EXERCISE
Show all lines containing "Belvoir" from the data below.
INFORMATION SHOWN START
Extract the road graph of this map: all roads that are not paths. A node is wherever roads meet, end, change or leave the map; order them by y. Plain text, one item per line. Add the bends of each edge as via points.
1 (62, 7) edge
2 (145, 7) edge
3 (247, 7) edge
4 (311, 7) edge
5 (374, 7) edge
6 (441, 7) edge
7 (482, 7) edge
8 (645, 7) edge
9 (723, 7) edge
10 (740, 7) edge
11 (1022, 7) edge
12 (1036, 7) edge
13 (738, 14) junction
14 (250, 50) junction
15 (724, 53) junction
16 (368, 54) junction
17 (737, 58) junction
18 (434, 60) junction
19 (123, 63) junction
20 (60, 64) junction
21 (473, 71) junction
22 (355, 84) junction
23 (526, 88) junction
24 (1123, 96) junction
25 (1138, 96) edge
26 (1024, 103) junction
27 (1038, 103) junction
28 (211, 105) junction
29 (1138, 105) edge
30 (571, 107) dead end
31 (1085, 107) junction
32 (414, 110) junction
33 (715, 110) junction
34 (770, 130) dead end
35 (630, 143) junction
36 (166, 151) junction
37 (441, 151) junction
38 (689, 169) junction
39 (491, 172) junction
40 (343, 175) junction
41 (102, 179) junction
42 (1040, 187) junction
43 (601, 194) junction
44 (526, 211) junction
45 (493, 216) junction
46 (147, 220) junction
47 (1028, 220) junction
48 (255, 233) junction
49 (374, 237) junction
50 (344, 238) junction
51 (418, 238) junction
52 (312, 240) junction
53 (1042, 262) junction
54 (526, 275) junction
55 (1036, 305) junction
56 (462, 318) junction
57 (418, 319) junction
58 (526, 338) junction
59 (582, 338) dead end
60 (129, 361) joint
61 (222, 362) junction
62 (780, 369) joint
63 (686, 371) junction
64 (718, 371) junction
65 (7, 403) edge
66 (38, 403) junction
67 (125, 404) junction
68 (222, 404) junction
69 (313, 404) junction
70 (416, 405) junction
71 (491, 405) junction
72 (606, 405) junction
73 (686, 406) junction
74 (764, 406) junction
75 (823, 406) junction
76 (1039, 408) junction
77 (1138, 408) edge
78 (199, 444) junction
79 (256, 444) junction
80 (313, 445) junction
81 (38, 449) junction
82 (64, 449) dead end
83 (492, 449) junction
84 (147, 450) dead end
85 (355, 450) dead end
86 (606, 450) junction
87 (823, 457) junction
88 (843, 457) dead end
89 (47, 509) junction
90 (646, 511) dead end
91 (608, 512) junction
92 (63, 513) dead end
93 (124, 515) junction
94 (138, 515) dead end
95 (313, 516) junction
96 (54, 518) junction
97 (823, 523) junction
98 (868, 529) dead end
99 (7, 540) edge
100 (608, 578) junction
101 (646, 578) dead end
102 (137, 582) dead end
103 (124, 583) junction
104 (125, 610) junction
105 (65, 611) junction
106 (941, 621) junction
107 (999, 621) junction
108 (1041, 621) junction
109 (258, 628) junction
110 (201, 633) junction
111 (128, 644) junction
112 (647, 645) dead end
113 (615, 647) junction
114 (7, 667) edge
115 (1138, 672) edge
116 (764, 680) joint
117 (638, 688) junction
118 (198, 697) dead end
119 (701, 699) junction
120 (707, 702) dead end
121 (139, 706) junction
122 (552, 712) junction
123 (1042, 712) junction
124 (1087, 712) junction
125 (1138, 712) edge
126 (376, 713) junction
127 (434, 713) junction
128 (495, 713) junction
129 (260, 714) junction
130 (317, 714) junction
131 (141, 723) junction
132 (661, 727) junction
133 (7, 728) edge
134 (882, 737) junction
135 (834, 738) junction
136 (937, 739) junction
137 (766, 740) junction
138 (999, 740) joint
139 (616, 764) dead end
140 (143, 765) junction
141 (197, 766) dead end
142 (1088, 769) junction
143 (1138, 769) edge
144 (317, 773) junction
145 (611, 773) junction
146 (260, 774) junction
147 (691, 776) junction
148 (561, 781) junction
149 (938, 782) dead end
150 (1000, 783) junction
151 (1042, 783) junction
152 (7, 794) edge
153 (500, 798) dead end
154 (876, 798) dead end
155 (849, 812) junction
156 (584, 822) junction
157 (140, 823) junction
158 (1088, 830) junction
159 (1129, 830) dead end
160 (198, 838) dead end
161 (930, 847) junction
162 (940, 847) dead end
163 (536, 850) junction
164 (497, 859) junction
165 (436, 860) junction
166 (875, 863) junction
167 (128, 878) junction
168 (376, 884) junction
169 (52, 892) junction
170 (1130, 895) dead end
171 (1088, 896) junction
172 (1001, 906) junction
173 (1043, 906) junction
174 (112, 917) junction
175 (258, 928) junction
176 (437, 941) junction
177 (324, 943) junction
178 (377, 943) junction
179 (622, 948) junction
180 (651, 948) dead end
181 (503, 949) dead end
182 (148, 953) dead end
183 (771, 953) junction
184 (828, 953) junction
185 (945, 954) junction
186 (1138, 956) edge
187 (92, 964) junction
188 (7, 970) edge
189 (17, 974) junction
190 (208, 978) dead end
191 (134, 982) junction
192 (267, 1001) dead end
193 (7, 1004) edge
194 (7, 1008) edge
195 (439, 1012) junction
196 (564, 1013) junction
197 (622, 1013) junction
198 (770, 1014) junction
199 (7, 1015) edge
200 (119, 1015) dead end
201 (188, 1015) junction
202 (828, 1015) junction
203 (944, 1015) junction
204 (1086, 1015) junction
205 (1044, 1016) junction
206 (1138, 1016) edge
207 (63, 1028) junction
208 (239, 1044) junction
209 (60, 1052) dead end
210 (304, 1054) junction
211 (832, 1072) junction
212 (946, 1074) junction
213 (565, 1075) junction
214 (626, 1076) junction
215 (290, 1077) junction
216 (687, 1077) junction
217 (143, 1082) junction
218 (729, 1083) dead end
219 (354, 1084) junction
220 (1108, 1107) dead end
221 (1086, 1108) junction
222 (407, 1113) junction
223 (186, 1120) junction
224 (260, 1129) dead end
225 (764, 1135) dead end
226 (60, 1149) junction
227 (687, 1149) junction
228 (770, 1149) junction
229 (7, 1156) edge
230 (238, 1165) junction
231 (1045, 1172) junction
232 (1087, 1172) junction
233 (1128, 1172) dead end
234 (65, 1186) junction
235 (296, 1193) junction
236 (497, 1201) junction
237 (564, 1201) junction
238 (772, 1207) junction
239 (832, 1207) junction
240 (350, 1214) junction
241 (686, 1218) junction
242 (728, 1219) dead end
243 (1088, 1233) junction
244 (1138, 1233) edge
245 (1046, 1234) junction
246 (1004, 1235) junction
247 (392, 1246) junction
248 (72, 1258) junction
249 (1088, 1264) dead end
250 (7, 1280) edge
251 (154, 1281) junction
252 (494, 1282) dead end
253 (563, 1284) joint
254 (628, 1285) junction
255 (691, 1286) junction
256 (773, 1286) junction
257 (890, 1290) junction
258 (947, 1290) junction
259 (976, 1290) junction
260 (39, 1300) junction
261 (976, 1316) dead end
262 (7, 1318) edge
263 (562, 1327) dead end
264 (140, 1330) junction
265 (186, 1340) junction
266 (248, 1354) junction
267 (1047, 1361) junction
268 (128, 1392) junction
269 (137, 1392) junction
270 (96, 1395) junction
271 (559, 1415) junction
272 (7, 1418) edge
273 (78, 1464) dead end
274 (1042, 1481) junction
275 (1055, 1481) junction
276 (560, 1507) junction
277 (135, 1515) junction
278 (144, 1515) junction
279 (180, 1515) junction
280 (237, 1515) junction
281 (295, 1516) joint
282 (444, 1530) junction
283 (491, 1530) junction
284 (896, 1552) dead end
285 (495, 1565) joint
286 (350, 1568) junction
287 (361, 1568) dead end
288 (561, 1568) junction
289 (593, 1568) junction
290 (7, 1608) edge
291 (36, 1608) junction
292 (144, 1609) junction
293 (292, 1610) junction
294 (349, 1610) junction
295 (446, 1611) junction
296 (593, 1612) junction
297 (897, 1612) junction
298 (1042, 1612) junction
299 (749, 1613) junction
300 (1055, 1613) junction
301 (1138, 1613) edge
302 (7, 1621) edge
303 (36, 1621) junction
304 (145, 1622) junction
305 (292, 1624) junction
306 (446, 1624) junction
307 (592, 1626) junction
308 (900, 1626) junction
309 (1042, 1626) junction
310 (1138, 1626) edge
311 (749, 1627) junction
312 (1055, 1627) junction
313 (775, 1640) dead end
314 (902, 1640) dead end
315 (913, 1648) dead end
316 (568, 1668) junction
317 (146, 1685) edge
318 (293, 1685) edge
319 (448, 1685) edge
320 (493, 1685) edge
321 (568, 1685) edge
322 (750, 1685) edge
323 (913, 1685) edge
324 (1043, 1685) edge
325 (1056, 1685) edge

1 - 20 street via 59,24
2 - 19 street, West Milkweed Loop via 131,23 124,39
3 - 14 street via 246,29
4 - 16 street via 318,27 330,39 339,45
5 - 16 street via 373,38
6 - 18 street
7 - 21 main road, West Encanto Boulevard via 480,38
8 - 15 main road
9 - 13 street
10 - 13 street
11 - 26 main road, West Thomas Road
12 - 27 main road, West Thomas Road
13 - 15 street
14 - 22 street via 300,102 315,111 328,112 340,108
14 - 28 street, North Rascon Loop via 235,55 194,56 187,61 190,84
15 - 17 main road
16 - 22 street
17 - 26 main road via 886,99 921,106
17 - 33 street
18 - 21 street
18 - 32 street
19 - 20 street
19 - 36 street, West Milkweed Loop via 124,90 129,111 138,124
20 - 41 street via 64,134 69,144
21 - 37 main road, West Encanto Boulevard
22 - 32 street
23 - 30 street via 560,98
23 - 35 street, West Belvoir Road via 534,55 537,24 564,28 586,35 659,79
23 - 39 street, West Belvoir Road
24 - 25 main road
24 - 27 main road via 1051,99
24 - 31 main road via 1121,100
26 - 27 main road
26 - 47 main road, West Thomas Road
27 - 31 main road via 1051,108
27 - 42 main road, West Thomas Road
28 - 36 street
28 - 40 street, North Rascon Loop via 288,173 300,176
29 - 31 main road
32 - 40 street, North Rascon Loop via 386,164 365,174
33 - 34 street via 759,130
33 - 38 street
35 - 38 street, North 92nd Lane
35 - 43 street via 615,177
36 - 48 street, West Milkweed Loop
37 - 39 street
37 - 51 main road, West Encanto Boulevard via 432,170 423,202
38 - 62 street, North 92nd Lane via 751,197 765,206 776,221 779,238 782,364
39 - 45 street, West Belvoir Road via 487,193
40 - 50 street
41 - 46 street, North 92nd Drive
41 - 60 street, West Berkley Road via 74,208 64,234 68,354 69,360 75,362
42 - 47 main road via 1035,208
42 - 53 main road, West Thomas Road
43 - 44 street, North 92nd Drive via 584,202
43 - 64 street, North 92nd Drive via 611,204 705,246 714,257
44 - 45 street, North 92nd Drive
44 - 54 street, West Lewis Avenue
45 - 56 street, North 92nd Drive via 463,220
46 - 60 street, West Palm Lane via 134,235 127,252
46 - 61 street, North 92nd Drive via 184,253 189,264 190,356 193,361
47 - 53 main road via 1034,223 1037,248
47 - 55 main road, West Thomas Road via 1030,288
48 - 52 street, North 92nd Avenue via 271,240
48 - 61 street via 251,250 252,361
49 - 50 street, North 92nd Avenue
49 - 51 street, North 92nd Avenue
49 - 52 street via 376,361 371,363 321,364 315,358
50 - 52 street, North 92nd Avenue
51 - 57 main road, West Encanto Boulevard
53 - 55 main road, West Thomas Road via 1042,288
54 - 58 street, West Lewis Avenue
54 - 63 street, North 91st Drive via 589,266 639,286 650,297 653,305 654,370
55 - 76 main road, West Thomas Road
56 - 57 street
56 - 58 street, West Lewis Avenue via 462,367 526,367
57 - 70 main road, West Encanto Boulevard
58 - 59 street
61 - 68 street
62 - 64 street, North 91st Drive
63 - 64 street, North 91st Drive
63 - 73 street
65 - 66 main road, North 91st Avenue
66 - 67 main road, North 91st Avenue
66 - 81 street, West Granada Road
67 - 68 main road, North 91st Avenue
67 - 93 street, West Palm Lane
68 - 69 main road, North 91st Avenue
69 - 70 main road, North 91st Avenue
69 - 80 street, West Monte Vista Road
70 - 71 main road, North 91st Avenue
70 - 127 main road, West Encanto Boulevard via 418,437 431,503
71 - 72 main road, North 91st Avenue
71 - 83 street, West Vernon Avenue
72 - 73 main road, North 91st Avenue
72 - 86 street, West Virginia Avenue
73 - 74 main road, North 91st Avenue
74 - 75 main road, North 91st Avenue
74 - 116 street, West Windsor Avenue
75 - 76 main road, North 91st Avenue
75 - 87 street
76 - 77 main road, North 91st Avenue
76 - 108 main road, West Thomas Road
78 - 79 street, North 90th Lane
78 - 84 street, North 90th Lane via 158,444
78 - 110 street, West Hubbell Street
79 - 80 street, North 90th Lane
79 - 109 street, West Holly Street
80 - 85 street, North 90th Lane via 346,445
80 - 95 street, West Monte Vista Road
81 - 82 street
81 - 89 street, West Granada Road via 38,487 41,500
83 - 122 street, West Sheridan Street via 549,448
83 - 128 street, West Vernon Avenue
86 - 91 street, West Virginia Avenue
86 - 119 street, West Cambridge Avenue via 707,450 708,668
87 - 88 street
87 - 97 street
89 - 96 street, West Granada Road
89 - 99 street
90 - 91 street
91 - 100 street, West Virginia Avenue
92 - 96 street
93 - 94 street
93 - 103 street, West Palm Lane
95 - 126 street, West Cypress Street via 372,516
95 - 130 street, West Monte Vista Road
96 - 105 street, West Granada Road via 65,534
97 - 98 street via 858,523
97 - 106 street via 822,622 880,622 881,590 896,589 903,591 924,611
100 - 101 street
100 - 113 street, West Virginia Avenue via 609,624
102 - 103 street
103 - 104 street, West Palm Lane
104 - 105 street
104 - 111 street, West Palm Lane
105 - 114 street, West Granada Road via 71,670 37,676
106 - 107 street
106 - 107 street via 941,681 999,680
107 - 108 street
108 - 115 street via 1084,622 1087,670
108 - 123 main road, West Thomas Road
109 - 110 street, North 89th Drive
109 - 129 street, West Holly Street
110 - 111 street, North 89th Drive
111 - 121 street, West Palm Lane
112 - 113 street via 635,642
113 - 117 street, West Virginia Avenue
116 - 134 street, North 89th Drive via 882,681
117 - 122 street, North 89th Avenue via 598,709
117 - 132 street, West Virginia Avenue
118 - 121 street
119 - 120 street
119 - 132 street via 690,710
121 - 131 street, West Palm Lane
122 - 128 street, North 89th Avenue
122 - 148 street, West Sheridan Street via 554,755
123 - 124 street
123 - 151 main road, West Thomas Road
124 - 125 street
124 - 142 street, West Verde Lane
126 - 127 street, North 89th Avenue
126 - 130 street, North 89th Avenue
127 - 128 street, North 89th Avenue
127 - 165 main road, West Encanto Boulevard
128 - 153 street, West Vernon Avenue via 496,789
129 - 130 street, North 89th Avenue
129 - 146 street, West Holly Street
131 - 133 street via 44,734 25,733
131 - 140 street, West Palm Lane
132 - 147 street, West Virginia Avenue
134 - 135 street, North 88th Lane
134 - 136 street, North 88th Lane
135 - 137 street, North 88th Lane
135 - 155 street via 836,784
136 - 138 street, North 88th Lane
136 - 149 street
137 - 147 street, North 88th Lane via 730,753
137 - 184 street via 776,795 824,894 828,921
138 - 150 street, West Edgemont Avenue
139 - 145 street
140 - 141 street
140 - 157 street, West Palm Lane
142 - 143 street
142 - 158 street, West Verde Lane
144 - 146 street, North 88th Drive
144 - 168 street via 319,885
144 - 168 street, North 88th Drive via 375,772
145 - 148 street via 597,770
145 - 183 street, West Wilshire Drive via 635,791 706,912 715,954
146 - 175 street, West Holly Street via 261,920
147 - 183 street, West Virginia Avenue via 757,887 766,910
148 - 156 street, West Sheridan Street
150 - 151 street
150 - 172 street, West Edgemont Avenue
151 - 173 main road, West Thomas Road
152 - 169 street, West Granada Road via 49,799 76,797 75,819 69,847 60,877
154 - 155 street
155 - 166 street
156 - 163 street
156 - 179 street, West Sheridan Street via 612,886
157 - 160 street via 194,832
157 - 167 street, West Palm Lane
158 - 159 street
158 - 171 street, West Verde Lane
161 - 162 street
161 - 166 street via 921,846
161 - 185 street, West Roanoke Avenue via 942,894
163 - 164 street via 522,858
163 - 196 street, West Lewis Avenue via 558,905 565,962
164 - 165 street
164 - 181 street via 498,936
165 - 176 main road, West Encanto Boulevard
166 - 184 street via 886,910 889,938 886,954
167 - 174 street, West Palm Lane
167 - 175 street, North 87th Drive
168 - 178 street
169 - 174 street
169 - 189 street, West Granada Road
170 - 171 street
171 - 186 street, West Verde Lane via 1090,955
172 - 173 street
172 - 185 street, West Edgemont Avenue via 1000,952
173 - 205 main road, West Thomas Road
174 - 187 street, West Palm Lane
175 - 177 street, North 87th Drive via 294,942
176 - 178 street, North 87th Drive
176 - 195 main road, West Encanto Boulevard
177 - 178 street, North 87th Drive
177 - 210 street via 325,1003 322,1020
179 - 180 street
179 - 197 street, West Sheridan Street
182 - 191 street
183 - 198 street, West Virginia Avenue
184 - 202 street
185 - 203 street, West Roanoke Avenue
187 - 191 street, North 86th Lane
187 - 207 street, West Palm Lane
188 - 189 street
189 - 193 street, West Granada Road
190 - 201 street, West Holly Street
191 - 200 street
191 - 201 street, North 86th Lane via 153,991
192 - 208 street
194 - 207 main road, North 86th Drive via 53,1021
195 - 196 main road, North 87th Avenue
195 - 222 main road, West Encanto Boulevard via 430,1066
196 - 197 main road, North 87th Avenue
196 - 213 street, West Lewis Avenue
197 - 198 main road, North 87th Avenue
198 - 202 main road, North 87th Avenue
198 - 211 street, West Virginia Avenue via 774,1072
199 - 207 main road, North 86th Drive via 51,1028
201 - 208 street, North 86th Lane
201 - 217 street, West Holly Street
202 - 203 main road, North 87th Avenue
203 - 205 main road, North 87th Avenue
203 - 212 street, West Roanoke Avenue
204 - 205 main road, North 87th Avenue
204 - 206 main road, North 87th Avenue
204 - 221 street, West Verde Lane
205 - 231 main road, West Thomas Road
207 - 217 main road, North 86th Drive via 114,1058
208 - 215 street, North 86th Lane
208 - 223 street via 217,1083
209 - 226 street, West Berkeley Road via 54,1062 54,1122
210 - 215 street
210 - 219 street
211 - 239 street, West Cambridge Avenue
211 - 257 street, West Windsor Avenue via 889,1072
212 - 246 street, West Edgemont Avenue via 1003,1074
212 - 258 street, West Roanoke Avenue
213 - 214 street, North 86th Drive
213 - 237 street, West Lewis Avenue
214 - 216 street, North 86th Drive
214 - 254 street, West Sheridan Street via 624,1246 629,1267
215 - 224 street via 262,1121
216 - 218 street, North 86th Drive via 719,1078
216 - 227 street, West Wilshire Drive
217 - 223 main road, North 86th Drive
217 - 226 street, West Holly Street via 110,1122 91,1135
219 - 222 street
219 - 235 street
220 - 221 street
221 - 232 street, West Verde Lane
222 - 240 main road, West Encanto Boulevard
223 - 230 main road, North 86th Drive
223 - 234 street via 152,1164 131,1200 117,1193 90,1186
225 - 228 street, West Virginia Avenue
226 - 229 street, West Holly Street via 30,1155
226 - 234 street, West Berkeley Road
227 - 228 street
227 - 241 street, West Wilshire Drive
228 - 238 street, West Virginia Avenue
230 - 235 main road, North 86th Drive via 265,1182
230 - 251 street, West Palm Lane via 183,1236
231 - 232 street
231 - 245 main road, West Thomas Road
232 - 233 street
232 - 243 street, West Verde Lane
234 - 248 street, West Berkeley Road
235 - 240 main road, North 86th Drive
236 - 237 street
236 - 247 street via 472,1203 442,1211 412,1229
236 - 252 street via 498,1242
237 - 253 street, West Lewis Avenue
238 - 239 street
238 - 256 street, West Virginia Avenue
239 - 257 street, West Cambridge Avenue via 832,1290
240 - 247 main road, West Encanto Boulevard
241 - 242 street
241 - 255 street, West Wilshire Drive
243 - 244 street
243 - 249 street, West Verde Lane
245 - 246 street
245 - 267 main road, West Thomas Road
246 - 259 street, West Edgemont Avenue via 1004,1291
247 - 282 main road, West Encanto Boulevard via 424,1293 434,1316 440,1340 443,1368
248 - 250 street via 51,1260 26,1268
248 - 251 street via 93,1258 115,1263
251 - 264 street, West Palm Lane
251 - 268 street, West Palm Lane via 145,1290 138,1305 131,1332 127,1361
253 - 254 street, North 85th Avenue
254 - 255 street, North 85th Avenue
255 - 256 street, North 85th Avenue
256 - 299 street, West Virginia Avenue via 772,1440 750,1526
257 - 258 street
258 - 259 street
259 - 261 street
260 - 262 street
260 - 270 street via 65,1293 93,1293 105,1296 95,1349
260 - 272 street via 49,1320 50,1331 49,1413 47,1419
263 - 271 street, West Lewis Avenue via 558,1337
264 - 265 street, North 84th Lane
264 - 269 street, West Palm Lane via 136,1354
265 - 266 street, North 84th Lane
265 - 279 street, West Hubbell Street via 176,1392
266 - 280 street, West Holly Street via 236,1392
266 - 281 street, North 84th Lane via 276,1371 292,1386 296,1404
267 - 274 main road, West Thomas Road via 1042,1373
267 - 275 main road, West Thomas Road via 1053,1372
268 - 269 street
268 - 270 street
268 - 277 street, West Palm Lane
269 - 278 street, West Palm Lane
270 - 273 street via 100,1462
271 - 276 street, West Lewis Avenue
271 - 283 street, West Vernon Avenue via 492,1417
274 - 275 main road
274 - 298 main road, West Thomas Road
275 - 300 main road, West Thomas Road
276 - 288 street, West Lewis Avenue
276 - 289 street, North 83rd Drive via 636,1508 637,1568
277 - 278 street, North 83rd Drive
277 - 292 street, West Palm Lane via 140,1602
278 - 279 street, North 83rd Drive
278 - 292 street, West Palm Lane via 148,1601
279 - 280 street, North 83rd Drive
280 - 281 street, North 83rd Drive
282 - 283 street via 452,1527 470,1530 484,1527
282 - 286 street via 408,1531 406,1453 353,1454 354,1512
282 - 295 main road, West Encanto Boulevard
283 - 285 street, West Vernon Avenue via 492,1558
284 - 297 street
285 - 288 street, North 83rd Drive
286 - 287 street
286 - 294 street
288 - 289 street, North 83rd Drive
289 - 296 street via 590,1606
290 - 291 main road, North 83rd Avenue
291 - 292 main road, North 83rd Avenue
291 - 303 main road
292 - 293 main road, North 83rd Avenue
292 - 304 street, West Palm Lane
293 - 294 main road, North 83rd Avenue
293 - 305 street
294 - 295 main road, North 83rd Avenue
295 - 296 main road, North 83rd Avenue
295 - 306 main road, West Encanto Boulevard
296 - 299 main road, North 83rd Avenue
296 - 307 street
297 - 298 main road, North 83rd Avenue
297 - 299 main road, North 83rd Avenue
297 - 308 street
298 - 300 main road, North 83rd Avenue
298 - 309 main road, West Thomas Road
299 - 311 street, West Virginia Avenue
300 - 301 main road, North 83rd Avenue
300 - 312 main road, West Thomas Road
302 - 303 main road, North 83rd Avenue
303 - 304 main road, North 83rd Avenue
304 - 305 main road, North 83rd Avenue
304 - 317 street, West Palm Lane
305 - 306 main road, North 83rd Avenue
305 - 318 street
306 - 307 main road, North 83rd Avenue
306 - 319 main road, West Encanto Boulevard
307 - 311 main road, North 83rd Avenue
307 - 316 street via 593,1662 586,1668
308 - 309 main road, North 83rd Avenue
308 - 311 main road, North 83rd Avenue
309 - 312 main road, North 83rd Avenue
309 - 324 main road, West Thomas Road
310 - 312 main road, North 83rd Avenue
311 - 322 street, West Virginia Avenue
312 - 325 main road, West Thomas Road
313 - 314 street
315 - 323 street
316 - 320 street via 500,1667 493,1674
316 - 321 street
INFORMATION SHOWN END
ANSWER SPACE
23 - 35 street, West Belvoir Road via 534,55 537,24 564,28 586,35 659,79
23 - 39 street, West Belvoir Road
39 - 45 street, West Belvoir Road via 487,193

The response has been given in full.